EXERCISE: Track down each line below containing the string "nodes" and copy it.
^^^^^^^^
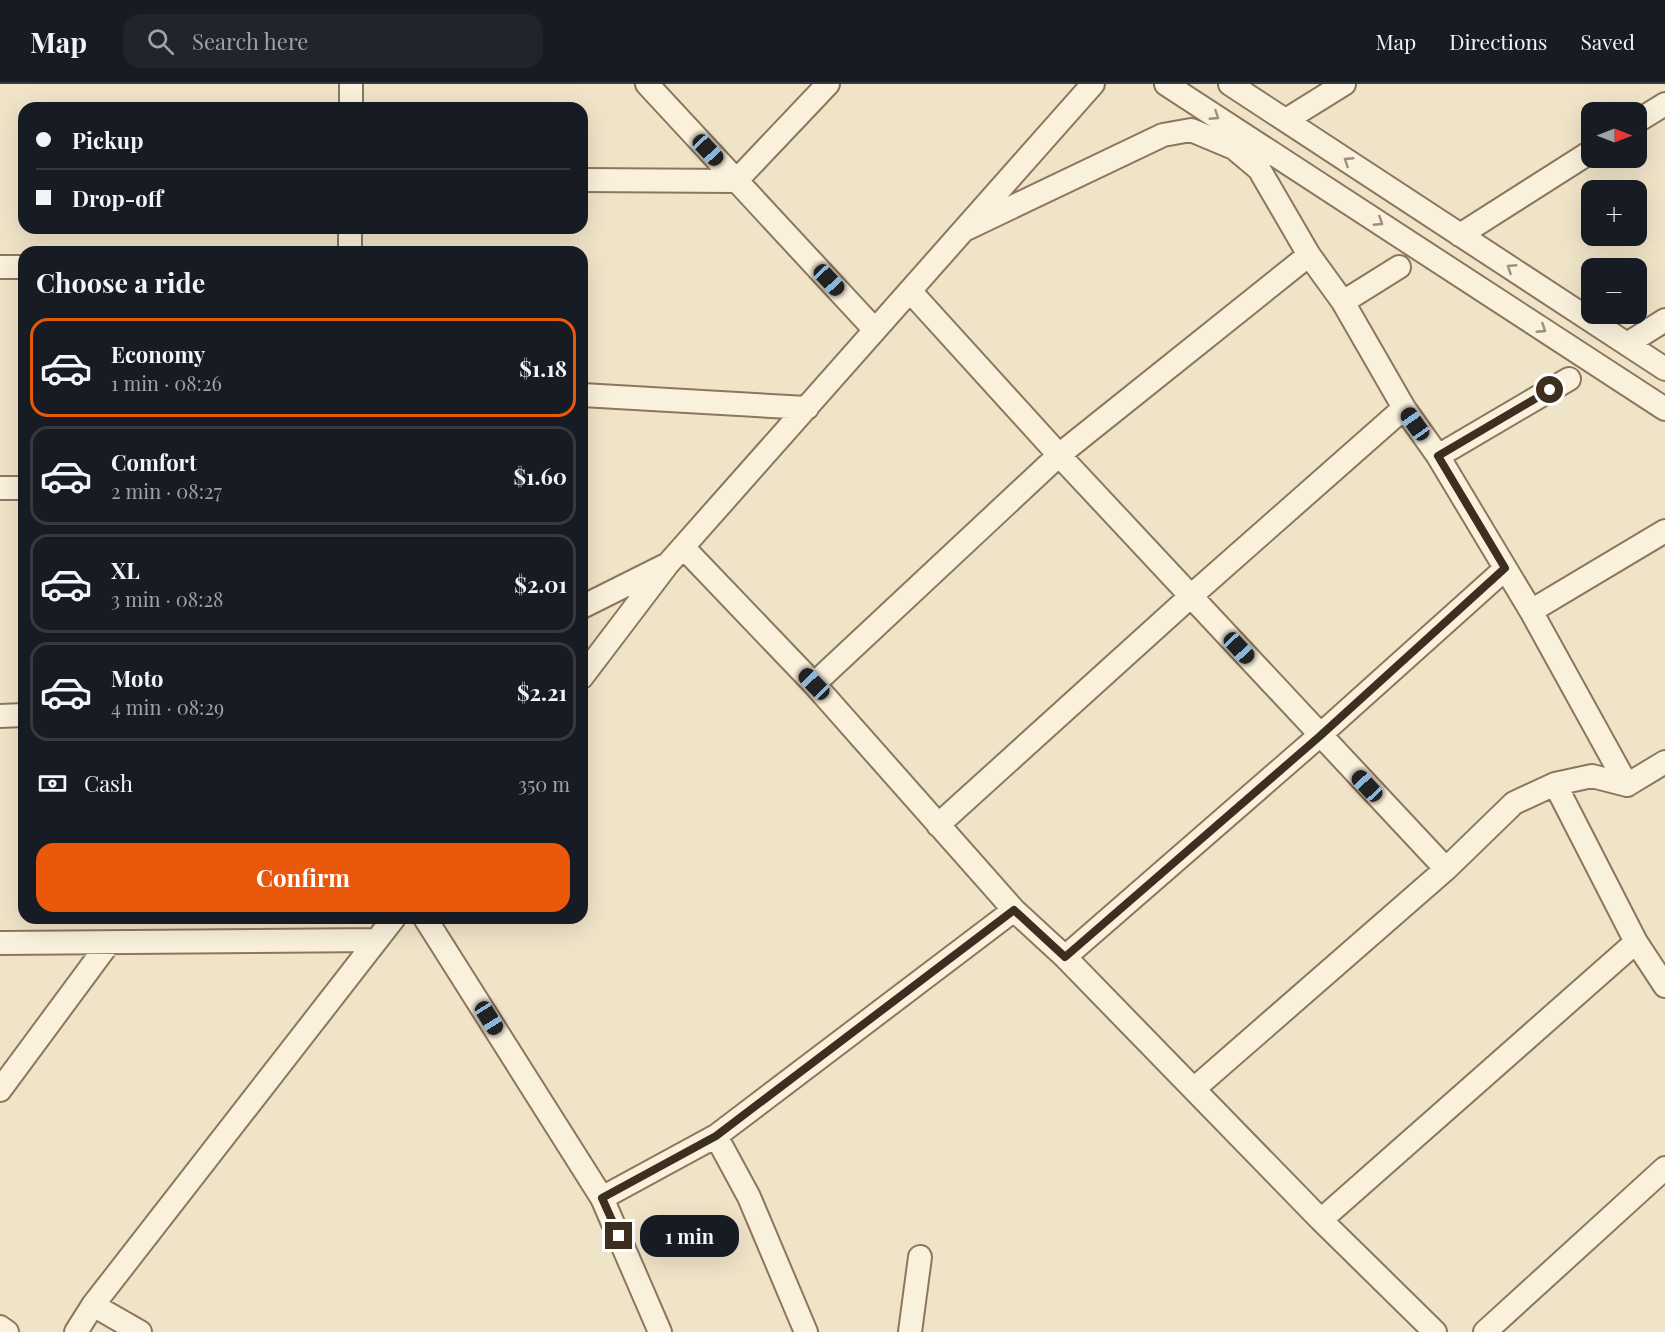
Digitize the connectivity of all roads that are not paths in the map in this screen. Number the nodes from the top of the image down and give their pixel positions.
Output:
1 (351, 84) edge
2 (828, 84) edge
3 (1093, 84) edge
4 (1166, 84) edge
5 (1230, 84) edge
6 (1344, 84) edge
7 (651, 86) edge
8 (351, 102) edge
9 (1665, 104) edge
10 (1647, 115) edge
11 (1286, 120) junction
12 (1581, 158) edge
13 (588, 180) edge
14 (736, 181) junction
15 (966, 229) junction
16 (1460, 235) junction
17 (1310, 255) junction
18 (0, 267) edge
19 (18, 267) edge
20 (1399, 267) dead end
21 (910, 291) junction
22 (1343, 302) junction
23 (1665, 320) edge
24 (875, 330) junction
25 (1627, 344) junction
26 (1665, 369) edge
27 (1569, 379) dead end
28 (588, 395) edge
29 (807, 408) junction
30 (1404, 408) junction
31 (1665, 409) edge
32 (1059, 455) junction
33 (1438, 456) junction
34 (0, 488) edge
35 (18, 488) edge
36 (1665, 531) edge
37 (683, 547) junction
38 (667, 565) junction
39 (1505, 568) junction
40 (1191, 596) junction
41 (588, 604) edge
42 (1532, 611) junction
43 (588, 669) edge
44 (814, 684) junction
45 (18, 715) edge
46 (0, 716) edge
47 (1320, 736) junction
48 (1665, 762) edge
49 (1555, 784) junction
50 (1628, 784) junction
51 (938, 825) junction
52 (1446, 869) junction
53 (1014, 910) junction
54 (389, 924) edge
55 (429, 924) edge
56 (377, 940) junction
57 (1636, 942) junction
58 (0, 943) edge
59 (108, 944) junction
60 (1065, 957) junction
61 (1665, 986) edge
62 (1195, 1088) junction
63 (0, 1090) edge
64 (716, 1136) junction
65 (1665, 1168) edge
66 (602, 1198) junction
67 (1321, 1220) junction
68 (920, 1257) dead end
69 (93, 1305) junction
70 (0, 1327) edge
71 (7, 1332) edge
72 (76, 1332) edge
73 (140, 1332) edge
74 (660, 1332) edge
75 (806, 1332) edge
76 (910, 1332) edge
77 (1435, 1332) edge
78 (1485, 1332) edge

1 - 8 street
2 - 14 street
3 - 15 street
4 -> 31 street
5 - 11 street
6 - 11 street
7 - 14 street
9 - 10 street
16 -> 11 street
12 - 16 street
13 - 14 street
14 - 24 street
15 - 17 street
15 - 21 street
25 -> 16 street
17 - 22 street
17 - 32 street
18 - 19 street
20 - 22 street
21 - 24 street
21 - 32 street
22 - 30 street
23 - 25 street
24 - 29 street
25 - 26 street
27 - 33 street
28 - 29 street
29 - 37 street
30 - 33 street
30 - 40 street
32 - 40 street
32 - 44 street
33 - 39 street
34 - 35 street
36 - 42 street
37 - 38 street
37 - 44 street
38 - 41 street
38 - 43 street
39 - 42 street
39 - 47 street
40 - 47 street
40 - 51 street
42 - 50 street
44 - 51 street
45 - 46 street
47 - 52 street
47 - 60 street
48 - 50 street
49 - 50 street
49 - 52 street
49 - 57 street
51 - 53 street
52 - 62 street
53 - 60 street
53 - 64 street
54 - 56 street
55 - 66 street
56 - 59 street
56 - 69 street
57 - 61 street
57 - 67 street
58 - 59 street
59 - 63 street
60 - 62 street
62 - 67 street
64 - 66 street
64 - 75 street
65 - 78 street
66 - 74 street
67 - 77 street
68 - 76 street
69 - 72 street
69 - 73 street
70 - 71 street

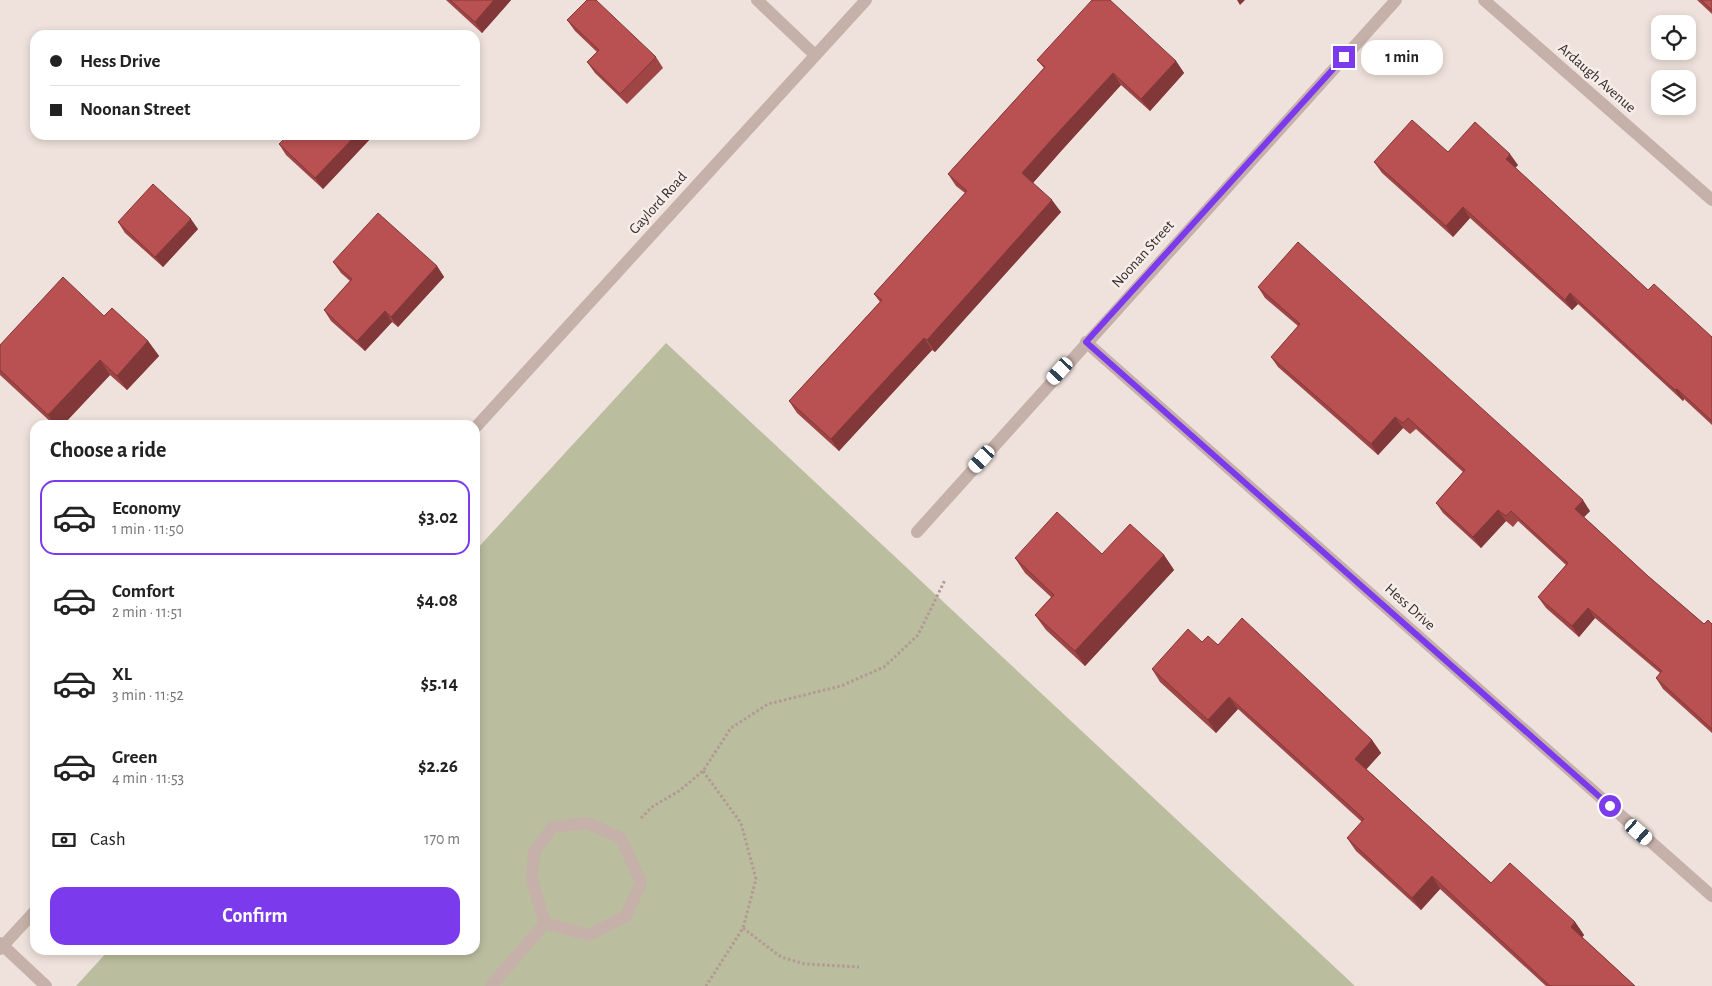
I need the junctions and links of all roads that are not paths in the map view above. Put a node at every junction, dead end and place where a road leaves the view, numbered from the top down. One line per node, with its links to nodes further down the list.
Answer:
1 (757, 0): 5 (street)
2 (866, 0): 5 (street, Gaylord Road)
3 (1396, 0): 7 (street, Noonan Street)
4 (1484, 0): 6 (street, Ardaugh Avenue)
5 (815, 55): 8 (street, Gaylord Road)
6 (1712, 200)
7 (1086, 342): 9 (street, Noonan Street); 10 (street, Hess Drive)
8 (480, 423)
9 (917, 532)
10 (1712, 896)
11 (30, 916): 13 (street)
12 (546, 924): 12 (street); 15 (street)
13 (1, 946): 14 (street)
14 (46, 986)
15 (491, 986)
^^^^^^^^
COMPLETED TASK:
Digitize the connectivity of all roads that are not paths in the map in this screen. Number the nodes from the top of the image down and give their pixel positions.
I need the junctions and links of all roads that are not paths in the map view above. Put a node at every junction, dead end and place where a road leaves the view, numbered from the top down. One line per node, with its links to nodes further down the list.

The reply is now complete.